Page 4 of 15
IM8.1-7 | Hypertension Foundations — Summary & Reflection
KEY TAKEAWAYS
Hypertension foundations — key facts:
- Definition and staging: ACC/AHA 2017 (≥130/80 = hypertension; Stage 1: 130–139/80–89; Stage 2: ≥140/≥90) vs JNC 7 (≥140/90 = hypertension; Stage 1: 140–159/90–99). Always cite which system. Indian guidelines (IGH-IV) use JNC 7 threshold for treatment decisions.
- Epidemiology: 220 million hypertensive Indians; ~28% prevalence; only ~15% controlled. India's burden reflects urbanisation, dietary sodium, and reduced physical activity.
- Genetics: Polygenic (heritability 30–50%); rare monogenic forms include Liddle syndrome, GRA, Gordon syndrome. GWAS identify RAAS, sodium-transport, and NO-pathway variants.
- Pathophysiology (primary HTN): RAAS activation, SNS overactivity, renal sodium-handling defect, endothelial NO deficit, vascular remodelling, and adipose/metabolic contributions. Each mechanism maps to a drug class.
- Secondary HTN (5–10% overall; up to 30% in young/resistant): Key causes — primary aldosteronism (ARR screening), renovascular HTN (renal Doppler/CT angiography), phaeochromocytoma (urinary metanephrines), Cushing syndrome (UFC/overnight DST), coarctation (radio-femoral delay, CXR rib notching), OSA, drugs (OCP, NSAIDs).
- Urgency vs Emergency: Same BP level; the distinction is acute end-organ damage.

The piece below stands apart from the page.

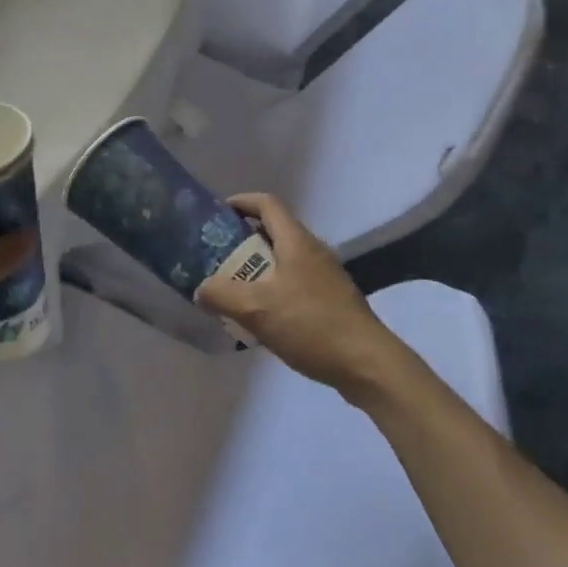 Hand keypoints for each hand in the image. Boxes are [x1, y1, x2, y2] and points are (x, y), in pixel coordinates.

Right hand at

Emergency = acute TOD (encephalopathy/PRES, stroke, ACS, pulmonary oedema, aortic dissection, AKI, papilloedema, eclampsia) → IV agent, MAP ↓20–25% in 1h. Urgency = no acute TOD → oral agents, 24–48h reduction.
- Target organ damage: Heart (LVH, diastolic dysfunction, HFpEF, HFrEF, AF); Brain (lacunar infarcts, haemorrhagic stroke, vascular dementia, PRES); Kidney (microalbuminuria, nephrosclerosis, ESRD); Retina (KWB grades I–IV; grade III–IV = emergency); Vessels (aortic aneurysm, PAD).
REFLECT
Consider Ramesh from the opening hook — a 52-year-old with asymptomatic, untreated hypertension who already has cardiac, renal, and retinal target organ damage at the time of first diagnosis. He represents millions of Indians who are silent carriers of organ-damaging hypertension. What structural features of the Indian healthcare system — access barriers, symptom-driven care-seeking, lack of routine screening, cost of medications — could explain this delayed diagnosis? If you were designing a community hypertension detection programme for a semi-urban district in Tamil Nadu, which three interventions would you prioritise, and how would you ensure that those detected actually remain on treatment? These questions bridge the clinical science of hypertension with the public health and social determinants of disease — a perspective the final-year student and future physician must integrate.